Scientists discovered the first exoplanets in 1995, and since then there have been around 800 discovered.
Although many exoplanets that sit in that "Goldilocks" (habitable zone) have been discovered, they aren't quite the "Earth twin" scientists are hoping to find.
NASA announced in December that its Kepler Project astronomers have confirmed the first planet known to orbit a Sun-like star in the habitable zone, which is the distance between a star and a planet in which liquid water is able to exist.
The planet, Kepler 22b, has twice Earth's gravity, and is more than twice its radius. It is also about 600 light years away from Earth. While this planet has the potential to hold liquid water, thus also alien life, what lies down on Kepler 22b's surface is still a mystery.
Another team of astronomers announced the discovery of Tau Ceti, which is another planet that lies in this zone and is just 12 light years away.
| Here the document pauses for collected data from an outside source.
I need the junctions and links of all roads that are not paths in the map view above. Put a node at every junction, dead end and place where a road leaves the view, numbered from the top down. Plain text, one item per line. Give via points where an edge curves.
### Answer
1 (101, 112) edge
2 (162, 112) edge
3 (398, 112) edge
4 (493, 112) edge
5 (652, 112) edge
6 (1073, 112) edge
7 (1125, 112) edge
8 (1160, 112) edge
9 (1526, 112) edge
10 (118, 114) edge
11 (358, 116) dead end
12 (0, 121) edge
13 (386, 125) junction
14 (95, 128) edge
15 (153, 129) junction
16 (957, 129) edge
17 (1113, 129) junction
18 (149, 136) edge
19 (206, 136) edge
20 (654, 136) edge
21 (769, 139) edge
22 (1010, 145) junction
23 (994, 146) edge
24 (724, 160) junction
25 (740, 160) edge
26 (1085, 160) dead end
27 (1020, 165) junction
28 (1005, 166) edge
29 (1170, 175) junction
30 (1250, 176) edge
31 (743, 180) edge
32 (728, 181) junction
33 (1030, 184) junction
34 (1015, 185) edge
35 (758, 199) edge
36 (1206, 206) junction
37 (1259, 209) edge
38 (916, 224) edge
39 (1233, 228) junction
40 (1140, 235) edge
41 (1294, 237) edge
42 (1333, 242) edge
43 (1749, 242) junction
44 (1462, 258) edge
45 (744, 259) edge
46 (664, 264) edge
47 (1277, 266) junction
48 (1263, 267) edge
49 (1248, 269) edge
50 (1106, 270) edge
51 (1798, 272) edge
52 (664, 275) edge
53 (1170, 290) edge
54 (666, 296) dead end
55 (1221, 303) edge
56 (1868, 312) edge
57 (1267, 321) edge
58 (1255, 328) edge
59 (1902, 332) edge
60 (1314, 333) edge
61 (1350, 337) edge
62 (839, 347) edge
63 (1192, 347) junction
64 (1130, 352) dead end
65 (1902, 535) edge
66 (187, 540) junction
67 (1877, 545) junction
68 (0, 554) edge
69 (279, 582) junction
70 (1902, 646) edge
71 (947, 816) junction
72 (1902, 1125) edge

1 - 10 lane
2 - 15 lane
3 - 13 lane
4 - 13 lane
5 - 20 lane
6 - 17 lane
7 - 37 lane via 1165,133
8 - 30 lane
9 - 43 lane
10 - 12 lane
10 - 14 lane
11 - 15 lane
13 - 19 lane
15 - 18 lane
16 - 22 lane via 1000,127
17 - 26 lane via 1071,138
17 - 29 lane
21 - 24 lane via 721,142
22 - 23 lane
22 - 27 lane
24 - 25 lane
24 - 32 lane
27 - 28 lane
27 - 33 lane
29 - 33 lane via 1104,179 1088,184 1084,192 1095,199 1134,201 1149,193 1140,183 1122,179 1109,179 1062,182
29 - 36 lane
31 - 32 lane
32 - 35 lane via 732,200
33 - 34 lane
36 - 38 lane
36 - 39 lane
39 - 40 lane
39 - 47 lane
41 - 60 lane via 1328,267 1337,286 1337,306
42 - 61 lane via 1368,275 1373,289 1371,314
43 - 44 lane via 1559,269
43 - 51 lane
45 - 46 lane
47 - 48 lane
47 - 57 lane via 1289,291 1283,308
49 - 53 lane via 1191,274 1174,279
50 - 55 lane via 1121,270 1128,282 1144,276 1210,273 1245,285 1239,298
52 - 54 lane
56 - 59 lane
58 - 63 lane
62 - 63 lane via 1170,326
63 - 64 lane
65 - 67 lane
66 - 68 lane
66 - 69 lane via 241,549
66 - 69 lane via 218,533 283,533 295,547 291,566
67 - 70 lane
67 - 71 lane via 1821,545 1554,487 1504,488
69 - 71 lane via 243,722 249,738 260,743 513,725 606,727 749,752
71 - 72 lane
While so far no one has confirmed that there is an "Earth twin" out in the black of space, astronomers are coming closer and closer to hitting this discovery, or an equivalent one.
The importance for finding these Earth twins, versus planets that just lie in the right distance from their star, involves a lot of variables.
Caleb A. Scharf wrote for Scientific American that some of these planets could be "appallingly hostile," featuring high-pressure, high-temperature climates and those in a sub-arctic category with thin atmospheres.
Scharf describes finding a true "Earth-like" planet is described as the Holy Grail for exoplanetary science. He said that it might just be that there are no other places quite like Earth. However, while the uniqueness of Earth is something to consider, Scharf also points out that the chemistry of the universe does seem to be the same throughout.
He hypothesizes that there may be no "Earth-like" planets out there, but there could be "Earth-equivalent" worlds.
"So, we should not necessarily hold our breath for other Earth-like planets, but we should expect an astonishing diversity of equivalent places," Scharf wrote. "I for one can´t wait to find out how the complex rough and tumble of molecular evolution played out on those other worlds."